Your task:
Report only how many lines below include "GLEN".

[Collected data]
----

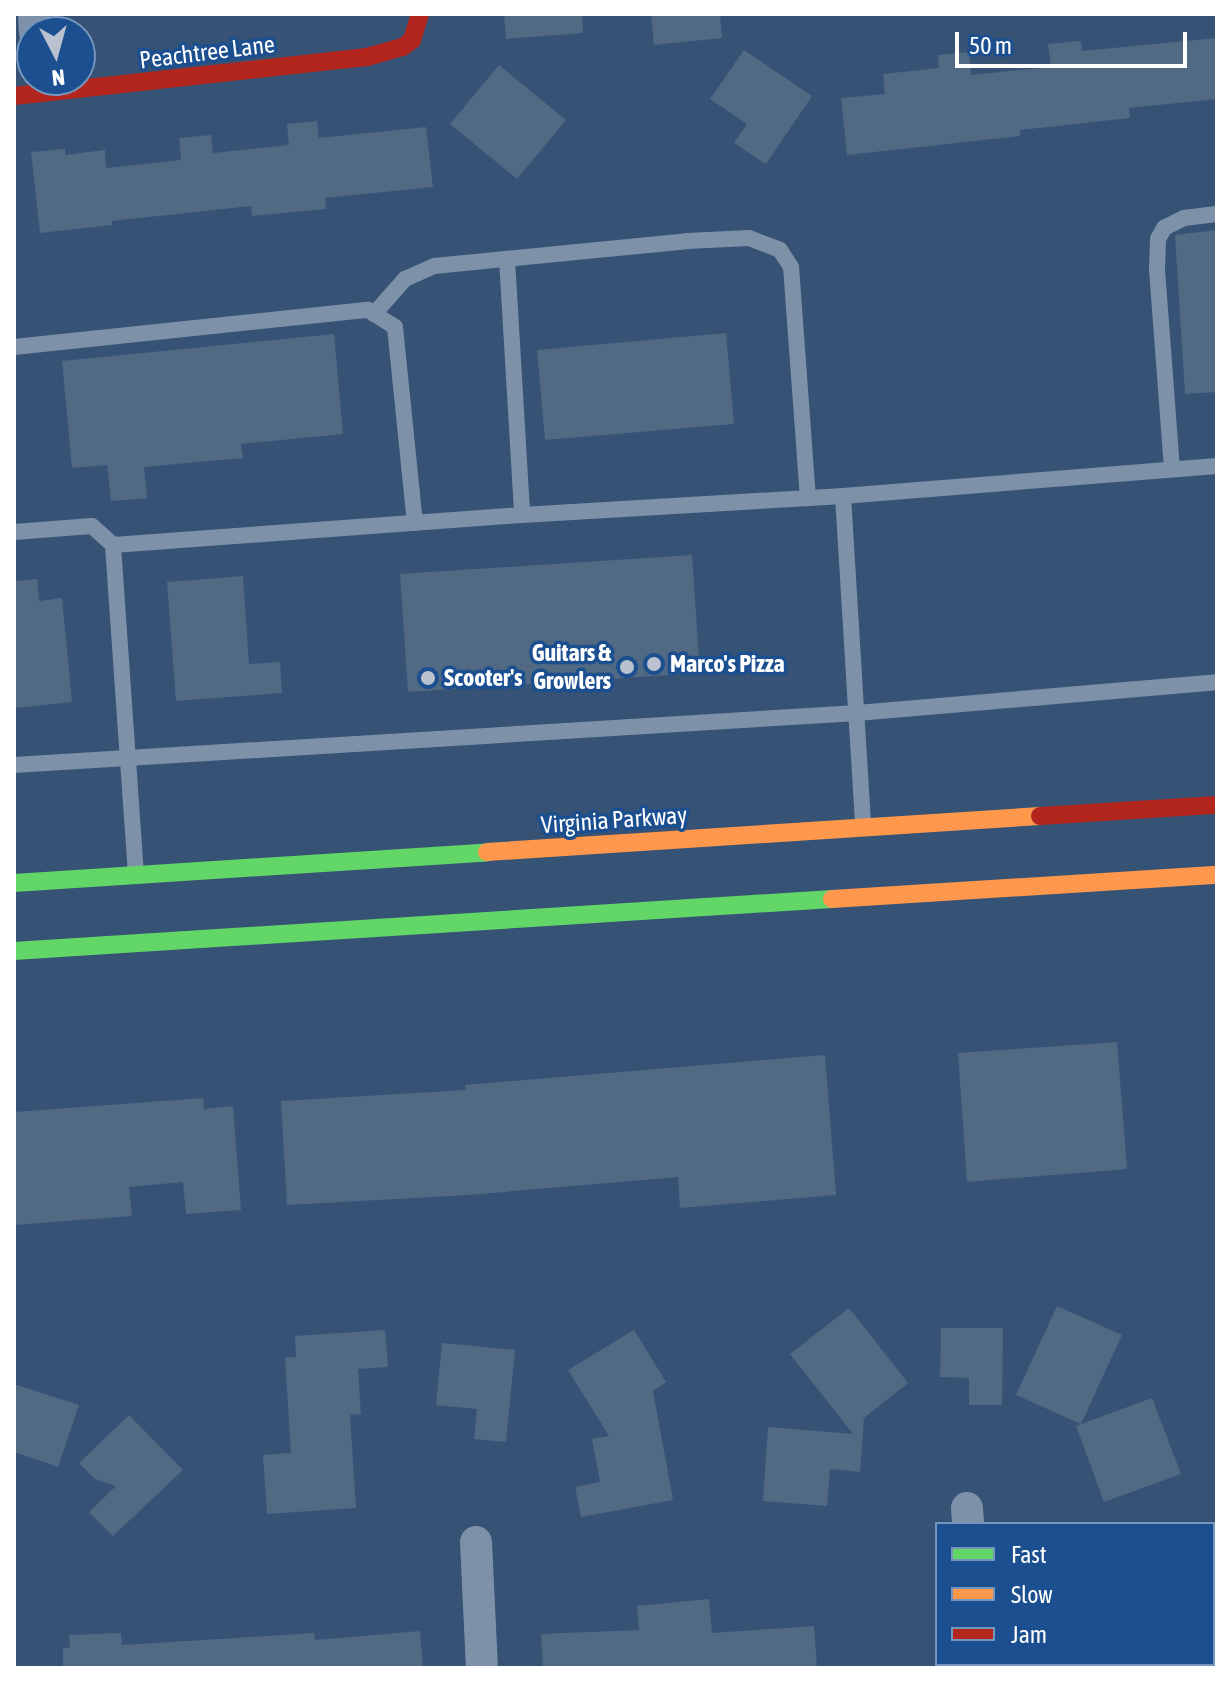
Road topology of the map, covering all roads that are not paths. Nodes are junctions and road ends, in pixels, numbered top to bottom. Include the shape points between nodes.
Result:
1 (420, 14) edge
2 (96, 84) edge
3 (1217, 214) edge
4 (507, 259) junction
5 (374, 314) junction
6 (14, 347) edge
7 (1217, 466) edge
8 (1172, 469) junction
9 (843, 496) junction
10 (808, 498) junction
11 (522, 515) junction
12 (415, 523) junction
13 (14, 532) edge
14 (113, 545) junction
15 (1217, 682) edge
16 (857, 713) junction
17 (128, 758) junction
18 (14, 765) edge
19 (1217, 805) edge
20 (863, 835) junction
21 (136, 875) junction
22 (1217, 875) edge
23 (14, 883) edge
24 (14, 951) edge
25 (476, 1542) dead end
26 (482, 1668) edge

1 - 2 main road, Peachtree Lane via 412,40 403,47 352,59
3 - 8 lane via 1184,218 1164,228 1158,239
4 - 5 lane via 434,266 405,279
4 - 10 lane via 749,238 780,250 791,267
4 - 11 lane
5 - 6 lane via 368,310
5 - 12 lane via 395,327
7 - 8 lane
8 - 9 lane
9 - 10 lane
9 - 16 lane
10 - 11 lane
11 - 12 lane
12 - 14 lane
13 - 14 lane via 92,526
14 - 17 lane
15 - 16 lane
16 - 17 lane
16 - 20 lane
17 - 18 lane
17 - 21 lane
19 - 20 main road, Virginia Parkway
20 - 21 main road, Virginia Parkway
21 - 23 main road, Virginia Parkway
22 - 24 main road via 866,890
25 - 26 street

----

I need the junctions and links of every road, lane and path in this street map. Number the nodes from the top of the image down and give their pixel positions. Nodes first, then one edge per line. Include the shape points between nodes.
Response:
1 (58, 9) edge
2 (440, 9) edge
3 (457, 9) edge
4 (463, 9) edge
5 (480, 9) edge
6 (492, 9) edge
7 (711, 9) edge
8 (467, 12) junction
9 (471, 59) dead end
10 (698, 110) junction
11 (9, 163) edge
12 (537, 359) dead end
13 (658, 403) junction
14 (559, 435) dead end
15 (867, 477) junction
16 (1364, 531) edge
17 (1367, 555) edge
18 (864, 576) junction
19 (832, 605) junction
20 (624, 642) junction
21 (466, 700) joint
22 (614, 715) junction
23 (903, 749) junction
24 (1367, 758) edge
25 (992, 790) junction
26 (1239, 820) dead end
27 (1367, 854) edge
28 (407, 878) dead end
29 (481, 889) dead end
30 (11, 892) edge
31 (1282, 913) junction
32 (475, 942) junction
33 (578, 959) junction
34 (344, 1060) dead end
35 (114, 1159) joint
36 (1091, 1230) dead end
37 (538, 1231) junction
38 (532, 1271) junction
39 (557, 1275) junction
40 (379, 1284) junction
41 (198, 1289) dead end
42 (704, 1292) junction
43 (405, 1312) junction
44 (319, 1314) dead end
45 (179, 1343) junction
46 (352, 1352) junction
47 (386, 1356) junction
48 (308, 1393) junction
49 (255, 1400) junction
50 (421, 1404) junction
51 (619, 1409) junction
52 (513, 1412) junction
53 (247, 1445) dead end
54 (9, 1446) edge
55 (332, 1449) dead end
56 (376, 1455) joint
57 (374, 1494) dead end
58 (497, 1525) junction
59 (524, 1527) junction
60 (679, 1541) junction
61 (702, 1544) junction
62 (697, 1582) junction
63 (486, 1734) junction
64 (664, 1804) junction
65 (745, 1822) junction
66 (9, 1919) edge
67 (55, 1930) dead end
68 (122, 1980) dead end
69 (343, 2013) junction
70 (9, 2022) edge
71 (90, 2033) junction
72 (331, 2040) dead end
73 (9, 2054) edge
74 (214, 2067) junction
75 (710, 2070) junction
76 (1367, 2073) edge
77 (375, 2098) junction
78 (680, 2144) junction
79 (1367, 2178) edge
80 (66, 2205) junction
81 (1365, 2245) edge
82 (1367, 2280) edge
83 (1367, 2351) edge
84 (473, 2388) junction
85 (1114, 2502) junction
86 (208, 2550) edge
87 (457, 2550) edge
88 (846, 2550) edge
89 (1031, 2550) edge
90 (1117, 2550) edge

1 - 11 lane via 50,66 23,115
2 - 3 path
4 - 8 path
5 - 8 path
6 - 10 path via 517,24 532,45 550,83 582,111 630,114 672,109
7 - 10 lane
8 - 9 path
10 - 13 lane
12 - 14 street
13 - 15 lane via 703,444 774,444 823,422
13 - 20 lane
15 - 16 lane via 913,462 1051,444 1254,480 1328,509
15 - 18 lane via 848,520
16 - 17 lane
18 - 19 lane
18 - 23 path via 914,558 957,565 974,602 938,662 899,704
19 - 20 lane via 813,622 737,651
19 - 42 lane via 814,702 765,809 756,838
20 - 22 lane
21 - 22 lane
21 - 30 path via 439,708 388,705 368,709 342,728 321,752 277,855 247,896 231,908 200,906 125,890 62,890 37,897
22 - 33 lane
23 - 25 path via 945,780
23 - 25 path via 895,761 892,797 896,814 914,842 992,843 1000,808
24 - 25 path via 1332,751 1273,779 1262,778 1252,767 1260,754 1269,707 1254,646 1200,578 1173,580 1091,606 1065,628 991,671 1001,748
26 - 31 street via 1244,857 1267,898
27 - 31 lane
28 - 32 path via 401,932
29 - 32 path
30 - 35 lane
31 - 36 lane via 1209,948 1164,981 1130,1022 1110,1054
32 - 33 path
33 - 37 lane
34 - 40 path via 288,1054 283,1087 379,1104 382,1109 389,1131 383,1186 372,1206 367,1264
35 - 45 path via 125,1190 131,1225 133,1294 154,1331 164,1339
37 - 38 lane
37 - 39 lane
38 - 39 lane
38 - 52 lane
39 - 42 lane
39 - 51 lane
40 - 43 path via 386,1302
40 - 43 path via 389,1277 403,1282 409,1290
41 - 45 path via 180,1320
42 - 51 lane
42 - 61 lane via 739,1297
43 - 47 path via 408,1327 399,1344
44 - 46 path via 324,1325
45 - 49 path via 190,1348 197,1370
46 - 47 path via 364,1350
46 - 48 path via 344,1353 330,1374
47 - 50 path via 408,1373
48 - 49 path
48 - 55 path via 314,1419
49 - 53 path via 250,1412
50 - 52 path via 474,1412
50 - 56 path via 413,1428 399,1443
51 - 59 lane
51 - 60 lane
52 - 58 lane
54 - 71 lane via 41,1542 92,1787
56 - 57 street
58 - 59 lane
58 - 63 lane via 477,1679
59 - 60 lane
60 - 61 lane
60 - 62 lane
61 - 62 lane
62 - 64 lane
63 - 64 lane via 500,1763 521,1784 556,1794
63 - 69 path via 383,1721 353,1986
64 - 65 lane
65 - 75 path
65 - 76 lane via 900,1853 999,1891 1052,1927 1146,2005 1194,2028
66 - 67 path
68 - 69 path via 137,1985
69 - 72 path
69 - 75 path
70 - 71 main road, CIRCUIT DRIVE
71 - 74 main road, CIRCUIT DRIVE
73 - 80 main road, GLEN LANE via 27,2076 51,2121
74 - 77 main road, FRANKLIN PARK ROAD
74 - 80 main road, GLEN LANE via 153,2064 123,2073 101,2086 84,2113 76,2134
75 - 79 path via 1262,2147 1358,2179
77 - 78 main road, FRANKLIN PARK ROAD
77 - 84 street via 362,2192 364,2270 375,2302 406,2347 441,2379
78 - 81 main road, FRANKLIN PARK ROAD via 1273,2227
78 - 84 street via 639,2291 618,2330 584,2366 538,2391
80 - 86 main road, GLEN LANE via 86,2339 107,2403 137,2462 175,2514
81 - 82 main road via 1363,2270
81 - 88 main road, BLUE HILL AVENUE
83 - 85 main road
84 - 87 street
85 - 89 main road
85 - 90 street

----

Exercise response:
3